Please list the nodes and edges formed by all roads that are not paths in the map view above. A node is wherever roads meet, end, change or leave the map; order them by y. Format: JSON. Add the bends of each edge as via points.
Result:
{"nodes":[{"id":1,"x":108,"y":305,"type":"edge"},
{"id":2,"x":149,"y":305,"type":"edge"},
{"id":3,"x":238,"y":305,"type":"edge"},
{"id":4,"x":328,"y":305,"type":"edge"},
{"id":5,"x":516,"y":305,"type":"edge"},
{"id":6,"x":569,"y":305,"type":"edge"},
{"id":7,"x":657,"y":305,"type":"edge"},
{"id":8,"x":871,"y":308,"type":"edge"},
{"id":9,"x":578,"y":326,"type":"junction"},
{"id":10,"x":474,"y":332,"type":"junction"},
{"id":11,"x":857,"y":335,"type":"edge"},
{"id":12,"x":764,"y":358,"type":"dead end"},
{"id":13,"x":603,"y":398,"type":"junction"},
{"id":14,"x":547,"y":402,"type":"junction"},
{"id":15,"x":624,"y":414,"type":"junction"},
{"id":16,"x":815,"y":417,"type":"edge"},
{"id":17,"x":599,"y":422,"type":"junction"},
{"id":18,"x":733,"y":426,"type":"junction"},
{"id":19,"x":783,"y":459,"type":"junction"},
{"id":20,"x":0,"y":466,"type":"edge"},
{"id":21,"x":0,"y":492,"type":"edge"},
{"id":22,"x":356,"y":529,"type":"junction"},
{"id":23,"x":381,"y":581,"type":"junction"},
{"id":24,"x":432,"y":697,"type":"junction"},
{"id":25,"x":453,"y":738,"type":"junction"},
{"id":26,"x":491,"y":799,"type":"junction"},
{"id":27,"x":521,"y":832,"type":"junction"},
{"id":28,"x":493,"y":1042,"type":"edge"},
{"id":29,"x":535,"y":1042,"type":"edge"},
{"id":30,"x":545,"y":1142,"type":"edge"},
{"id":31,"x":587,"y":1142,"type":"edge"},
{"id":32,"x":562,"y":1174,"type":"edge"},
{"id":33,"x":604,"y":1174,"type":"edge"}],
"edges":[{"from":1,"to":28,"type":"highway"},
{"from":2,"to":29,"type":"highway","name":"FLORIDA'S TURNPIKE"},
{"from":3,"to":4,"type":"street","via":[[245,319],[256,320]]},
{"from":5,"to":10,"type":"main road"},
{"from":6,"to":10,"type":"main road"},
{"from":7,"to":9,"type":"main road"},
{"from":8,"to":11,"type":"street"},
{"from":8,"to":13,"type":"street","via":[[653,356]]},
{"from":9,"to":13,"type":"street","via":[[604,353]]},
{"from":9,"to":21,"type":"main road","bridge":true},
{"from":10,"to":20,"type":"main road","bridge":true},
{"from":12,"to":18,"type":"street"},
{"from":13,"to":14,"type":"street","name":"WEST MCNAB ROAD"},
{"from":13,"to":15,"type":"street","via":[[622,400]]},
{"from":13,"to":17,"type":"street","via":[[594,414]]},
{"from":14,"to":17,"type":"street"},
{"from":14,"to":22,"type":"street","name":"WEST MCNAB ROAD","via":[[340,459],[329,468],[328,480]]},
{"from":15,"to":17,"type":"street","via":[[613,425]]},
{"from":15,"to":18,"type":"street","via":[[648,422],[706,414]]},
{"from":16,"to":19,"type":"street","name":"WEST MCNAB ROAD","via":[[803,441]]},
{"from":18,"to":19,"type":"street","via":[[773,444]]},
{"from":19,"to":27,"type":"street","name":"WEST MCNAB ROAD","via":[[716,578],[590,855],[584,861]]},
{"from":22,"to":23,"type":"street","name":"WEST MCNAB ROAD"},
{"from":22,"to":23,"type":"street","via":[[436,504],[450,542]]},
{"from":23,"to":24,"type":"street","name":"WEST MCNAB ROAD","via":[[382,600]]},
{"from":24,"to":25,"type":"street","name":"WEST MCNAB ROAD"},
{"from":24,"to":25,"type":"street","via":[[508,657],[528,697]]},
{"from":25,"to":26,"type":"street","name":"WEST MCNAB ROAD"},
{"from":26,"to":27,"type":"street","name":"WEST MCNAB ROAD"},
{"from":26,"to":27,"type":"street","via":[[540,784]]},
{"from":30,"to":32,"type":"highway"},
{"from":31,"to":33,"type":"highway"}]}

> [Task to carry out]:
Scan the entries and show every line in which the word "highway" is found.

> [Written solution]:
"edges":[{"from":1,"to":28,"type":"highway"},
{"from":2,"to":29,"type":"highway","name":"FLORIDA'S TURNPIKE"},
{"from":30,"to":32,"type":"highway"},
{"from":31,"to":33,"type":"highway"}]}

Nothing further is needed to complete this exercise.